I’m currently reading Sairish Hussain’s “The Family Tree”, a multigenerational saga set in a Muslim family in the UK, because I had to take something from my standard print TBR. When I took this picture earlier today, I was reading Warsan Shire’s “Bless the Daughter Raised by A Voice in Her Head” but I’ve finished this amazing hook of poetry already, as it was both short and powerful.

Coming up next, my print TBR that I must read …

… includes the review books already mentioned, TWO Larry McMurtry’s (they are short ones) to finish the Duane/Thalia series, and that middle Ferry Market novel. I would ideally like to get something else from the normal print TBR, too.

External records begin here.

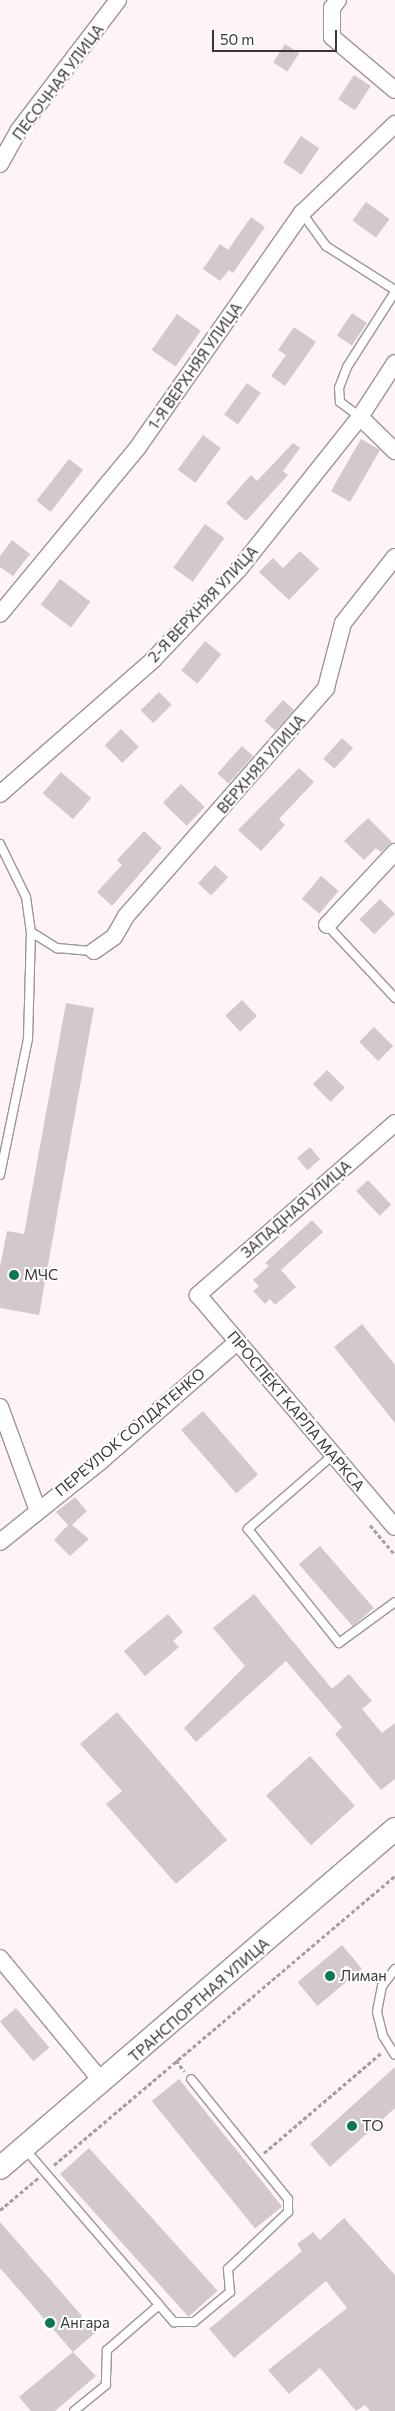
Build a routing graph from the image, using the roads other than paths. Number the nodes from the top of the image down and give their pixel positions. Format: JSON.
{"nodes":[{"id":1,"x":118,"y":0,"type":"edge"},
{"id":2,"x":338,"y":0,"type":"edge"},
{"id":3,"x":395,"y":90,"type":"edge"},
{"id":4,"x":395,"y":124,"type":"edge"},
{"id":5,"x":0,"y":164,"type":"edge"},
{"id":6,"x":302,"y":213,"type":"junction"},
{"id":7,"x":395,"y":291,"type":"edge"},
{"id":8,"x":395,"y":362,"type":"edge"},
{"id":9,"x":360,"y":417,"type":"junction"},
{"id":10,"x":395,"y":451,"type":"edge"},
{"id":11,"x":395,"y":557,"type":"edge"},
{"id":12,"x":0,"y":614,"type":"edge"},
{"id":13,"x":0,"y":794,"type":"edge"},
{"id":14,"x":0,"y":844,"type":"edge"},
{"id":15,"x":395,"y":852,"type":"edge"},
{"id":16,"x":327,"y":925,"type":"joint"},
{"id":17,"x":30,"y":932,"type":"junction"},
{"id":18,"x":94,"y":951,"type":"joint"},
{"id":19,"x":395,"y":998,"type":"edge"},
{"id":20,"x":395,"y":1123,"type":"edge"},
{"id":21,"x":0,"y":1175,"type":"edge"},
{"id":22,"x":198,"y":1295,"type":"joint"},
{"id":23,"x":237,"y":1342,"type":"junction"},
{"id":24,"x":0,"y":1407,"type":"edge"},
{"id":25,"x":333,"y":1455,"type":"junction"},
{"id":26,"x":37,"y":1508,"type":"junction"},
{"id":27,"x":395,"y":1527,"type":"edge"},
{"id":28,"x":0,"y":1542,"type":"edge"},
{"id":29,"x":395,"y":1602,"type":"edge"},
{"id":30,"x":395,"y":1829,"type":"edge"},
{"id":31,"x":0,"y":1958,"type":"edge"},
{"id":32,"x":395,"y":1969,"type":"edge"},
{"id":33,"x":395,"y":2055,"type":"edge"},
{"id":34,"x":191,"y":2079,"type":"dead end"},
{"id":35,"x":103,"y":2083,"type":"junction"},
{"id":36,"x":24,"y":2148,"type":"junction"},
{"id":37,"x":0,"y":2168,"type":"edge"},
{"id":38,"x":159,"y":2305,"type":"junction"},
{"id":39,"x":74,"y":2411,"type":"edge"}],
"edges":[{"from":1,"to":5,"type":"street","name":"ПЕСОЧНАЯ УЛИЦА"},
{"from":2,"to":3,"type":"street"},
{"from":4,"to":6,"type":"street","name":"1-Я ВЕРХНЯЯ УЛИЦА"},
{"from":6,"to":7,"type":"lane"},
{"from":6,"to":12,"type":"street","name":"1-Я ВЕРХНЯЯ УЛИЦА"},
{"from":7,"to":9,"type":"lane"},
{"from":8,"to":9,"type":"street","name":"2-Я ВЕРХНЯЯ УЛИЦА"},
{"from":9,"to":10,"type":"street"},
{"from":9,"to":13,"type":"street","name":"2-Я ВЕРХНЯЯ УЛИЦА"},
{"from":11,"to":18,"type":"street","name":"ВЕРХНЯЯ УЛИЦА"},
{"from":14,"to":17,"type":"lane"},
{"from":15,"to":16,"type":"street"},
{"from":16,"to":19,"type":"lane"},
{"from":17,"to":18,"type":"lane"},
{"from":17,"to":21,"type":"lane"},
{"from":20,"to":22,"type":"street","name":"ЗАПАДНАЯ УЛИЦА"},
{"from":22,"to":23,"type":"street","name":"ПРОСПЕКТ КАРЛА МАРКСА"},
{"from":23,"to":25,"type":"street","name":"ПРОСПЕКТ КАРЛА МАРКСА"},
{"from":23,"to":26,"type":"street","name":"ПЕРЕУЛОК СОЛДАТЕНКО"},
{"from":24,"to":26,"type":"street"},
{"from":25,"to":27,"type":"street","name":"ПРОСПЕКТ КАРЛА МАРКСА"},
{"from":25,"to":29,"type":"lane"},
{"from":26,"to":28,"type":"street","name":"ПЕРЕУЛОК СОЛДАТЕНКО"},
{"from":30,"to":35,"type":"main road","name":"ТРАНСПОРТНАЯ УЛИЦА"},
{"from":31,"to":35,"type":"street"},
{"from":32,"to":33,"type":"lane"},
{"from":34,"to":38,"type":"lane"},
{"from":35,"to":36,"type":"main road","name":"ТРАНСПОРТНАЯ УЛИЦА"},
{"from":36,"to":37,"type":"main road","name":"ТРАНСПОРТНАЯ УЛИЦА"},
{"from":36,"to":38,"type":"lane"},
{"from":38,"to":39,"type":"lane"}]}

My NetGalley TBR for April isn’t too bad:

So from those incomings above, I have “The Go Between” by Osman Yousefzada, “People Person” by Candice Carty-Williams and the two Ferry Lane Market books (books 1 and 3). I also have Julie Shackman’s “A Scottish Highland Surprise”, which the publisher kindly offered me via NetGalley, and Bonnie Garmus’ exciting looking “Lessons in Chemistry”. Elizabeth Fair’s “The Native Heath” was sent to me by Dean Street Press ages ago and somehow got overlooked: it fits in with Kaggsy and Simon’s 1954 Challenge so out if comes! I do also have “Shadowlands” and “The Ship Asunder” left over from my March NetGalley TBR, however I notice that all but one of the April ones are novels, which should help me get through them relatively rapidly, I hope …

That’s 15 books to read this month, which I hope I can manage, but hopefully I’ll get a few more off the print TBR, too!


How was your March reading? What are you reading this month? Have you read or picked up any of my selection?